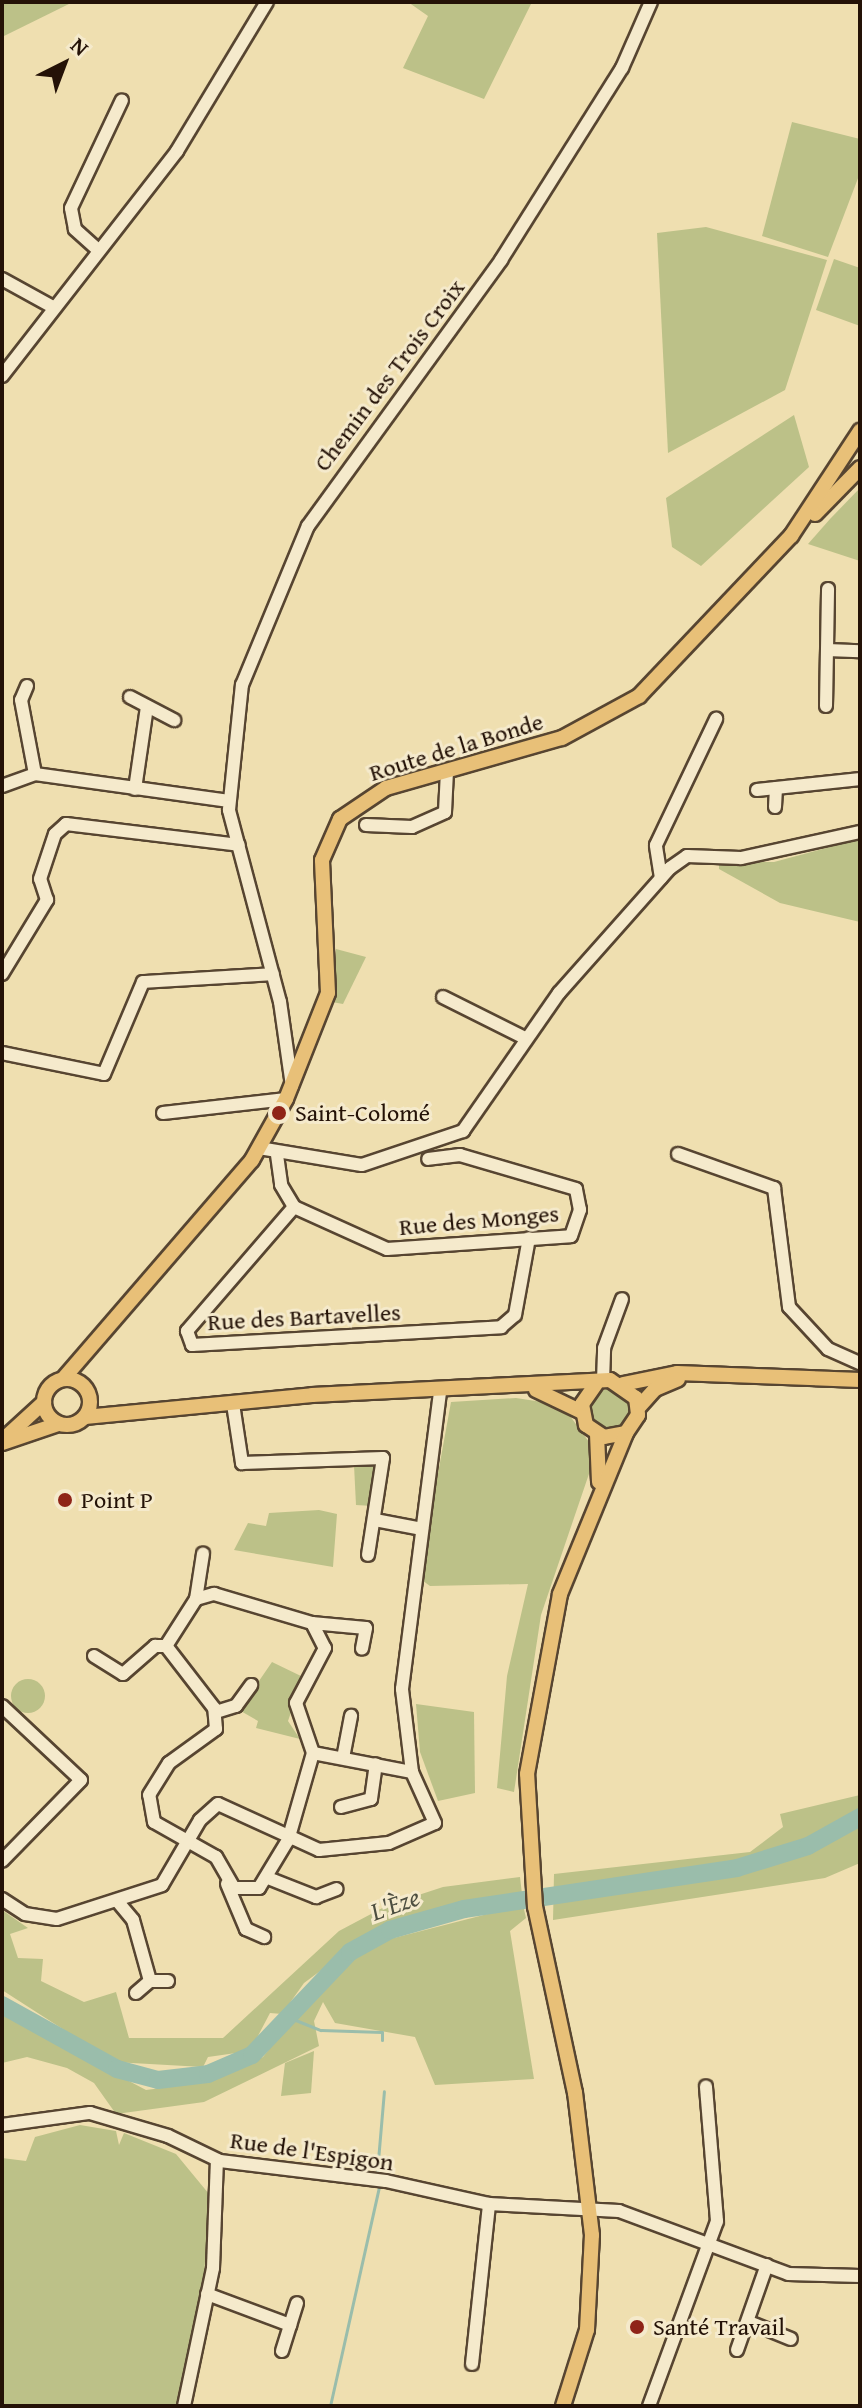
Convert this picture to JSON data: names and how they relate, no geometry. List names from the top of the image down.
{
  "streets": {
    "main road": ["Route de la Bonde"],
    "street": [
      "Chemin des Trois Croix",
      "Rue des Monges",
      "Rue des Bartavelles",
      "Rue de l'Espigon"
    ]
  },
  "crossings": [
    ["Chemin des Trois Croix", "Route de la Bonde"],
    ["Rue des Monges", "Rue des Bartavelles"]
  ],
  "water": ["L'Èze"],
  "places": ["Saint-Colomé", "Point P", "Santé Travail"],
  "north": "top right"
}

◆ **What to produce**: Since the pictures are not wanted, transcribe the rest of the listing above exactly.

◆ **Result for this task**:
Convert this picture to JSON data: names and how they relate, no geometry. List names from the top of the image down.
{
  "streets": {
    "main road": ["Route de la Bonde"],
    "street": [
      "Chemin des Trois Croix",
      "Rue des Monges",
      "Rue des Bartavelles",
      "Rue de l'Espigon"
    ]
  },
  "crossings": [
    ["Chemin des Trois Croix", "Route de la Bonde"],
    ["Rue des Monges", "Rue des Bartavelles"]
  ],
  "water": ["L'Èze"],
  "places": ["Saint-Colomé", "Point P", "Santé Travail"],
  "north": "top right"
}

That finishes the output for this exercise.